Task: Search the listing below for the line containing "middle tip: (701, 70)". From there through the line containing "middle mcp: (158, 116)", transcribe every line exactly, both ends included.

Material to process:
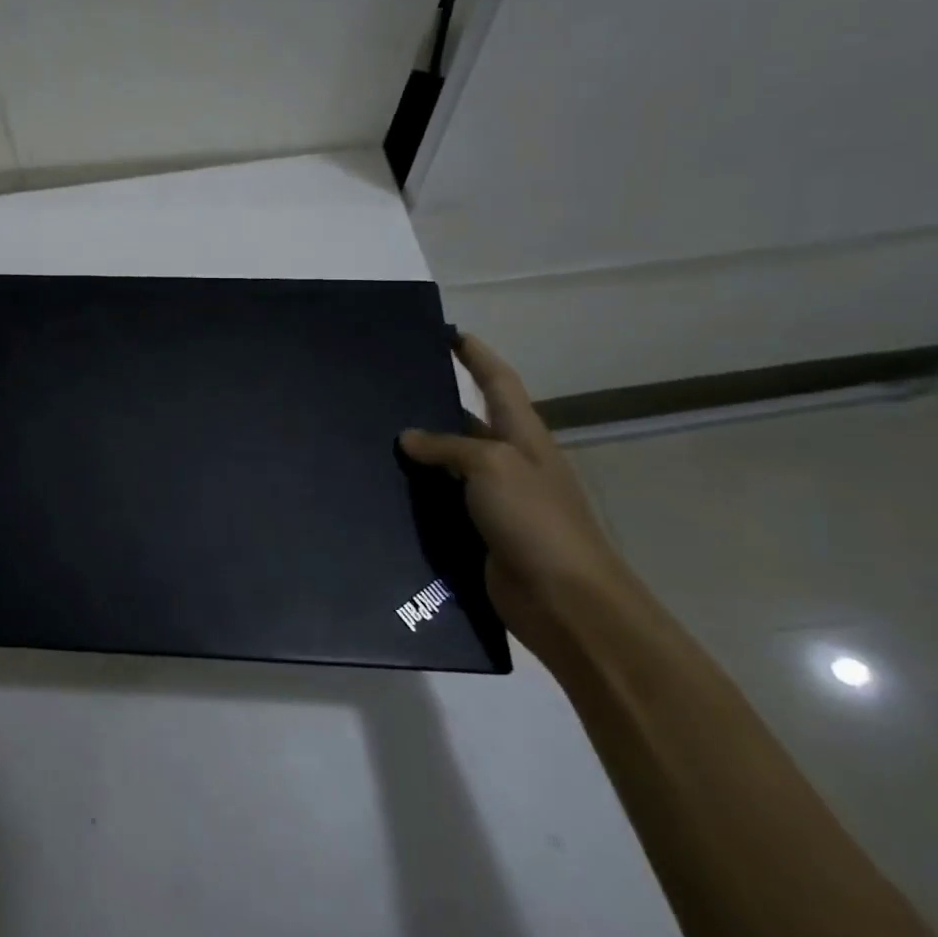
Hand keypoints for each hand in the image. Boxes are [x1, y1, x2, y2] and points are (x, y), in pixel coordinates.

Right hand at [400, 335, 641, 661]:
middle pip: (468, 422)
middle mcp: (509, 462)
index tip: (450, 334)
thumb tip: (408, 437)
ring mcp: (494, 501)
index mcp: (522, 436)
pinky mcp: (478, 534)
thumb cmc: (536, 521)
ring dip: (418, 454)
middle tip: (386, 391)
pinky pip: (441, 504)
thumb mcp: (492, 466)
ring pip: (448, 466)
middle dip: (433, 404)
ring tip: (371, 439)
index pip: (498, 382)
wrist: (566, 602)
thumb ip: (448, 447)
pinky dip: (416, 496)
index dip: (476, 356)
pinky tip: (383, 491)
...
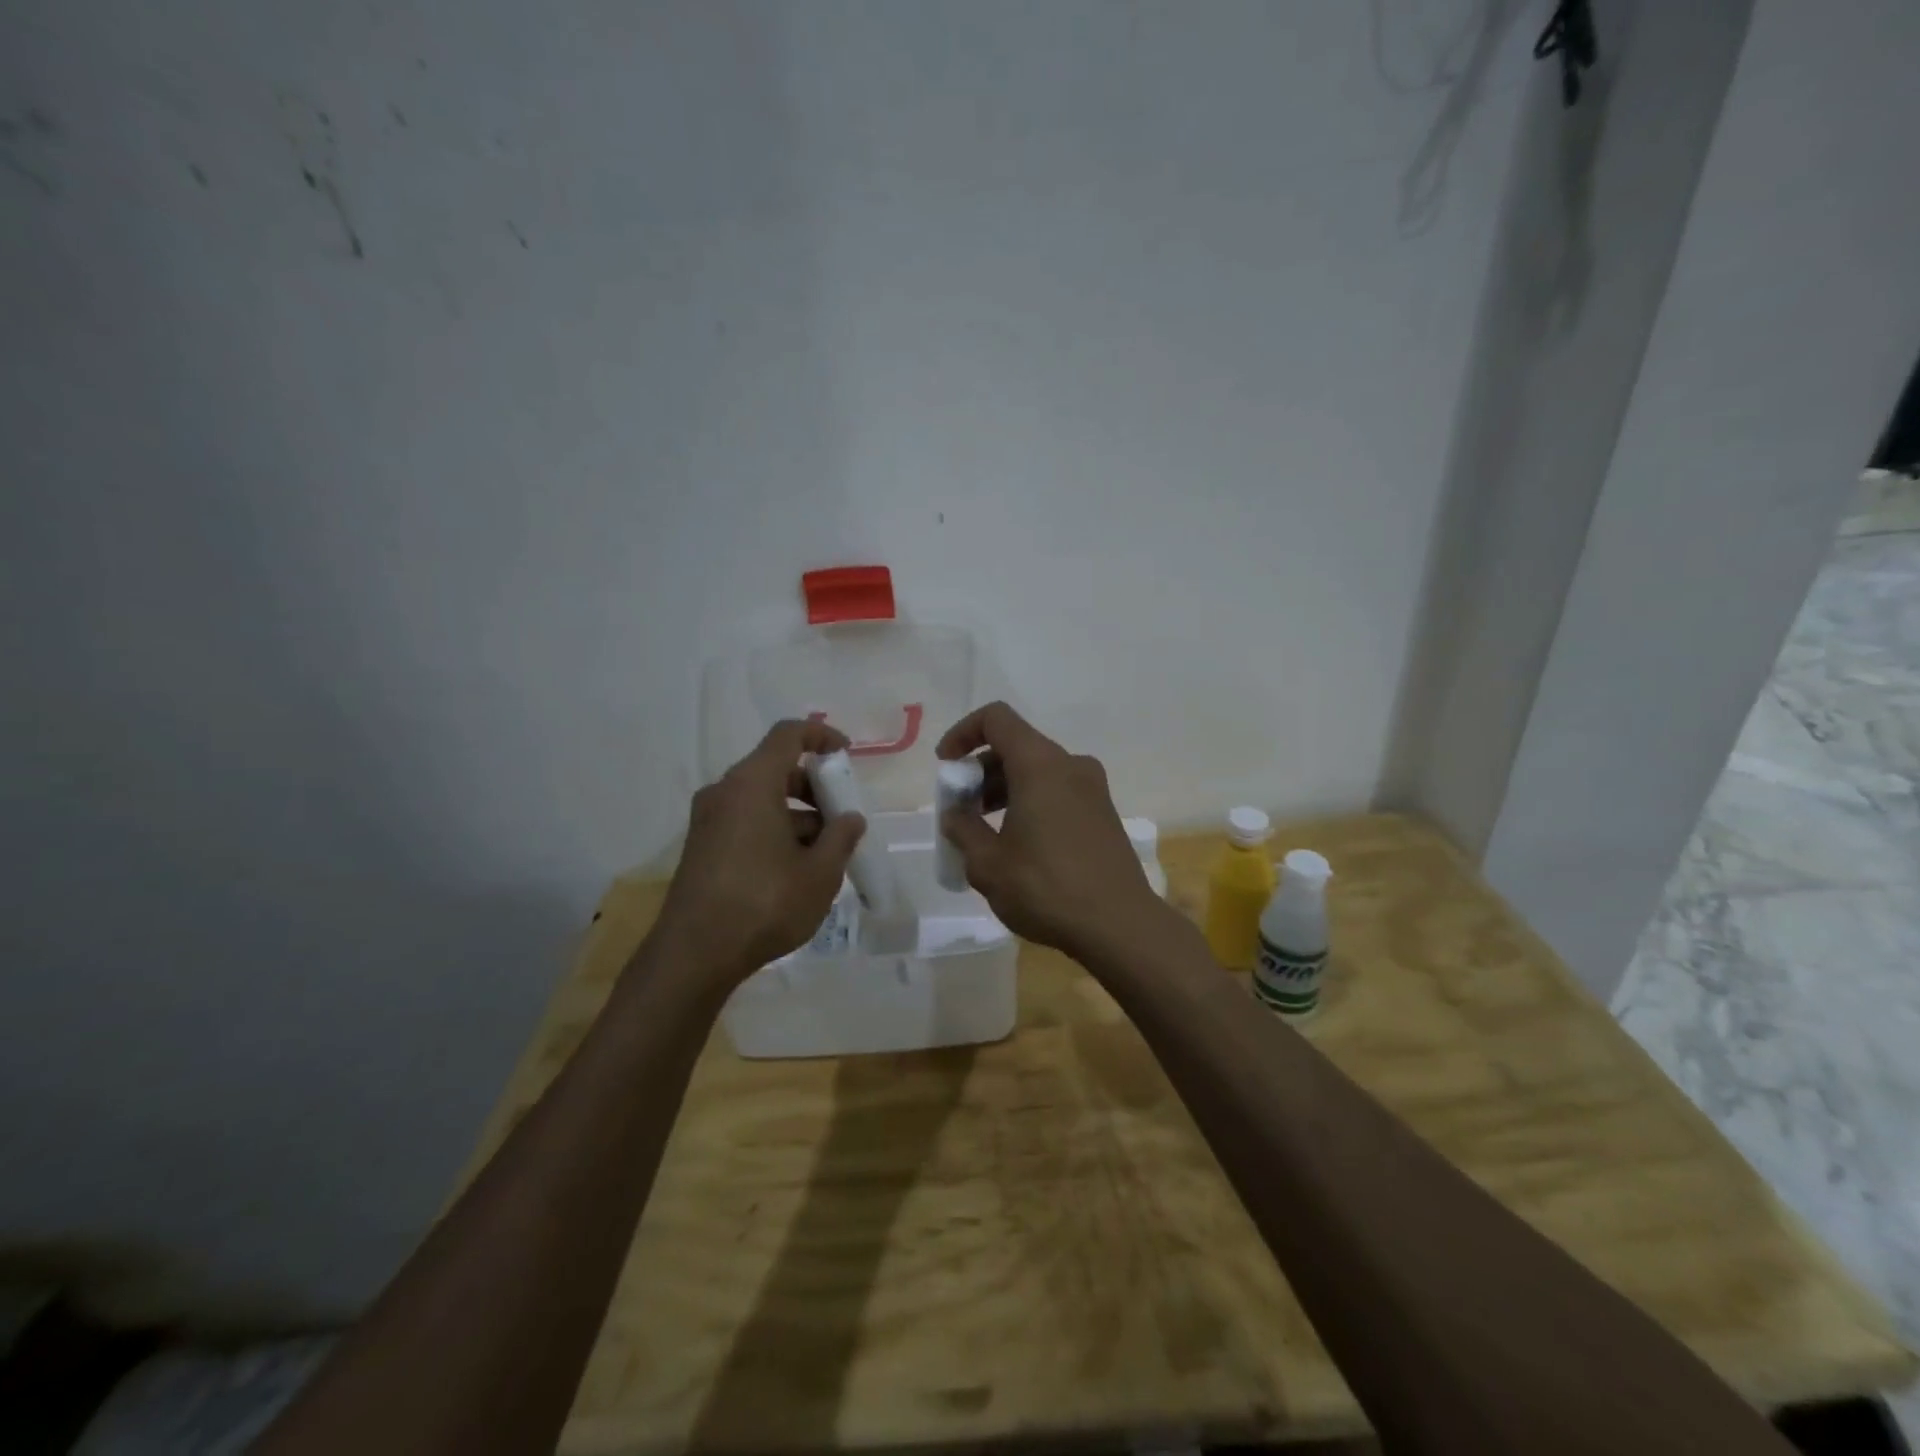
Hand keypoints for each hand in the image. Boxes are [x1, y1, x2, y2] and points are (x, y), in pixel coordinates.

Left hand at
---
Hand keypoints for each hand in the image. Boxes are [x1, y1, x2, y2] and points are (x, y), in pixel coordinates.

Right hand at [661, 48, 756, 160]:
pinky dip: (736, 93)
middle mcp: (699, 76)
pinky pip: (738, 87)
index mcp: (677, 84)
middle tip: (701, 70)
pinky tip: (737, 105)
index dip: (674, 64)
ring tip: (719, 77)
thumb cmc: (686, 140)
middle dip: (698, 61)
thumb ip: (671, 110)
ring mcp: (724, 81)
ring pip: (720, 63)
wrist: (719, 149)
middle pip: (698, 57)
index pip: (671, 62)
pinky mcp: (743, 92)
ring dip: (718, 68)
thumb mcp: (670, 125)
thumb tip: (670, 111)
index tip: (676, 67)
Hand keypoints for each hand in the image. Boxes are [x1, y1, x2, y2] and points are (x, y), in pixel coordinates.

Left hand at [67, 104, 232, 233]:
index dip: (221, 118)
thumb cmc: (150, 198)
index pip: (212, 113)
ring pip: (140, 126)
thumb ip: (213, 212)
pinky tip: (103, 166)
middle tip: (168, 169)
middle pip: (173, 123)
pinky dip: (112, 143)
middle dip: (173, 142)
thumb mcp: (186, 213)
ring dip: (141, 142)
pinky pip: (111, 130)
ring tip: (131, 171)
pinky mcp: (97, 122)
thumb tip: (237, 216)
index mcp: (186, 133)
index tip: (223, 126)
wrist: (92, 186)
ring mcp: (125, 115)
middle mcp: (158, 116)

The completed task:
middle tip: (701, 70)
pinky tip: (737, 105)
index dip: (674, 64)
ring tip: (719, 77)
thumb cmc: (686, 140)
middle dip: (698, 61)
thumb ip: (671, 110)
ring mcp: (724, 81)
ring pip: (720, 63)
wrist: (719, 149)
middle pip: (698, 57)
index pip: (671, 62)
pinky mcp: (743, 92)
ring dip: (718, 68)
thumb mcp: (670, 125)
thumb tip: (670, 111)
index tip: (676, 67)
Hand keypoints for each hand in the image. Boxes are [x1, y1, x2, y2] and points are (x, y), in pixel coordinates.

Left hand at [67, 104, 232, 233]:
index dip: (221, 118)
thumb cmc: (150, 198)
index pip: (212, 113)
ring pip: (140, 126)
thumb ip: (213, 212)
pinky tip: (103, 166)
middle tip: (168, 169)
middle pip: (173, 123)
pinky dip: (112, 143)
middle dip: (173, 142)
thumb mcp: (186, 213)
ring dip: (141, 142)
pinky pip: (111, 130)
ring tip: (131, 171)
pinky mcp: (97, 122)
thumb tip: (237, 216)
index mcp: (186, 133)
index tip: (223, 126)
wrist: (92, 186)
ring mcp: (125, 115)
middle mcp: (158, 116)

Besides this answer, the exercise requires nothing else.